WHAT YOU SHOULD DO
Only one stretch of the data below is needed: the line with "thumb mcp: (178, 414)" through the last line. Output it exactly and drop the pictures.

AVAILABLE DATA
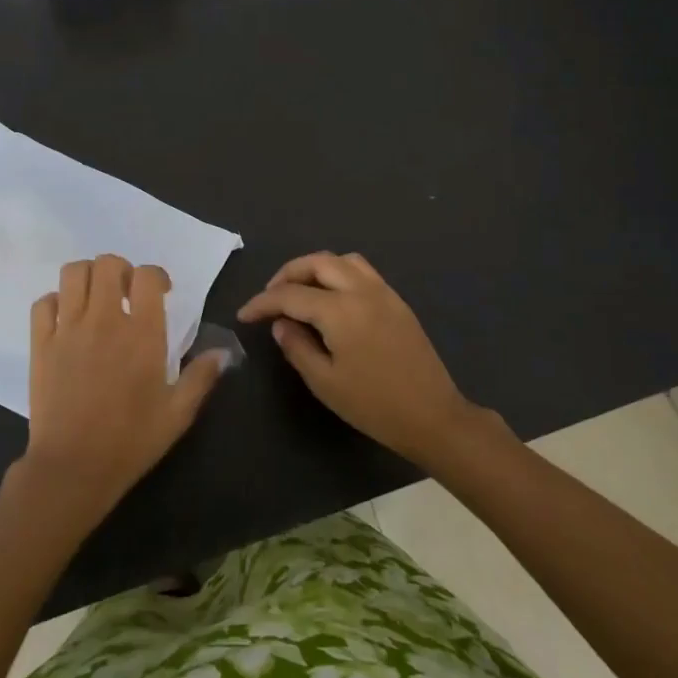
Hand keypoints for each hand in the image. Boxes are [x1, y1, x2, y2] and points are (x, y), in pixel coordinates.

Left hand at [20, 254, 227, 521]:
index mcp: (142, 332)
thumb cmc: (131, 441)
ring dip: (88, 277)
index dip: (156, 276)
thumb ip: (201, 377)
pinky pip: (43, 302)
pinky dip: (55, 301)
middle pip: (108, 264)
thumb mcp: (178, 414)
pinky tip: (66, 319)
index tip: (161, 292)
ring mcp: (68, 329)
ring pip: (73, 273)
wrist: (74, 467)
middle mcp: (104, 320)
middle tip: (126, 293)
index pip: (148, 276)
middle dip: (121, 270)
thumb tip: (223, 352)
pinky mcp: (41, 343)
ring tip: (96, 298)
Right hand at [238, 251, 482, 466]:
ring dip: (314, 268)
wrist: (433, 417)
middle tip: (269, 297)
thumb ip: (297, 346)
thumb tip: (281, 323)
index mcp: (339, 310)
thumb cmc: (373, 405)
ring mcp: (383, 292)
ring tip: (299, 291)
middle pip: (316, 263)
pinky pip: (362, 271)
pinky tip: (330, 298)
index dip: (262, 303)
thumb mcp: (324, 382)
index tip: (244, 316)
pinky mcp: (397, 301)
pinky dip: (338, 273)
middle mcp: (361, 290)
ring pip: (341, 261)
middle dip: (286, 274)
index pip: (289, 295)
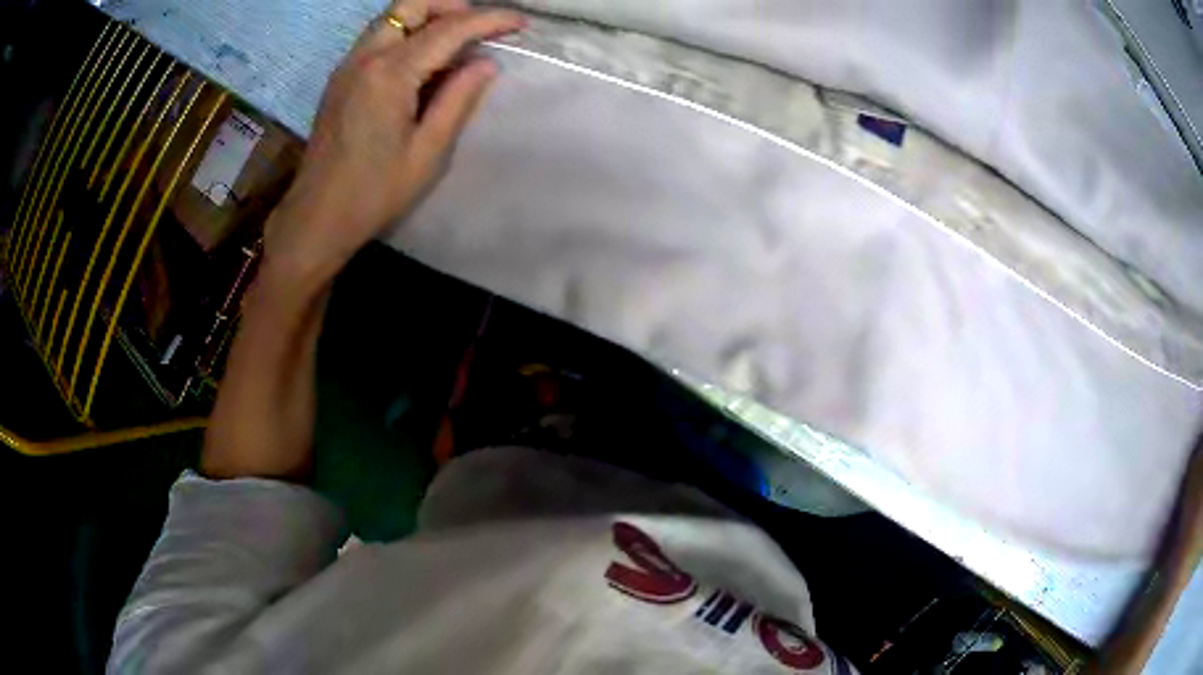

ANSWER
thumb mcp: (178, 414)
pinky tip: (66, 319)
index tip: (161, 292)
ring mcp: (68, 329)
ring pip: (73, 273)
wrist: (74, 467)
middle mcp: (104, 320)
middle tip: (126, 293)
index pip: (148, 276)
middle dip: (121, 270)
thumb tip: (223, 352)
pinky mcp: (41, 343)
ring tip: (96, 298)
Right hand at [238, 251, 482, 466]:
ring dip: (314, 268)
wrist: (433, 417)
middle tip: (269, 297)
thumb ip: (297, 346)
thumb tip: (281, 323)
index mcp: (339, 310)
thumb cmc: (373, 405)
ring mcp: (383, 292)
ring tip: (299, 291)
middle pip: (316, 263)
pinky pip: (362, 271)
pinky tip: (330, 298)
index dip: (262, 303)
thumb mcp: (324, 382)
index tip: (244, 316)
pinky mcp: (397, 301)
pinky dip: (338, 273)
middle mcp: (361, 290)
ring pip: (341, 261)
middle dip: (286, 274)
index pip: (289, 295)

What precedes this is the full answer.